▶ **Information supplied**:
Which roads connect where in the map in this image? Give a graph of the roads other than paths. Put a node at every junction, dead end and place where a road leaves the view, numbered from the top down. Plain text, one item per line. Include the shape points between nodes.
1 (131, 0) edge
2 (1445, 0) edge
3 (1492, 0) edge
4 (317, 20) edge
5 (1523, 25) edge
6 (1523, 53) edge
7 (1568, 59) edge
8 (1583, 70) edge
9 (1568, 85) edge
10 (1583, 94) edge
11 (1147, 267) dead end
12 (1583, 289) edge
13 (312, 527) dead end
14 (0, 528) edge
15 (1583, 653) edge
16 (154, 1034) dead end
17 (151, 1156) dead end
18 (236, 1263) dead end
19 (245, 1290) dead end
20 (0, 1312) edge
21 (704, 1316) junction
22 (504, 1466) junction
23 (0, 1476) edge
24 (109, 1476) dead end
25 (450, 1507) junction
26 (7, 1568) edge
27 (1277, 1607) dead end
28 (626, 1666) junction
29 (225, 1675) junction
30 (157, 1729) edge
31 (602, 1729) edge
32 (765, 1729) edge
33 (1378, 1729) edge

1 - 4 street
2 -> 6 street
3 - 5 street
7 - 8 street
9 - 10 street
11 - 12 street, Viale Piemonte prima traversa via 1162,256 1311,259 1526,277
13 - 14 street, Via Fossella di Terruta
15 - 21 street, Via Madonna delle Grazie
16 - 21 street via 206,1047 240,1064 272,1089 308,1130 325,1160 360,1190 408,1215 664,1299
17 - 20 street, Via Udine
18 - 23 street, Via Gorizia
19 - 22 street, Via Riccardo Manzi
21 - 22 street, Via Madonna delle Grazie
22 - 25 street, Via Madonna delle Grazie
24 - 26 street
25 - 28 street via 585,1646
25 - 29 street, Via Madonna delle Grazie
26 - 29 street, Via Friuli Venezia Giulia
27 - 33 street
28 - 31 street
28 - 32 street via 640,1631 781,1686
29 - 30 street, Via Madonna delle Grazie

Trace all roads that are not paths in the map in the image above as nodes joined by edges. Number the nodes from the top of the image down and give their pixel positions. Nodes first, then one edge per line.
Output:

▶ **Task directions**: Repeat the lines from the one containing "Trace all roads" through the end of the listing, exactly and without any other lines; both ends are included.

▶ **Exercise response**:
Trace all roads that are not paths in the map in the image above as nodes joined by edges. Number the nodes from the top of the image down and give their pixel positions. Nodes first, then one edge per line.
Output:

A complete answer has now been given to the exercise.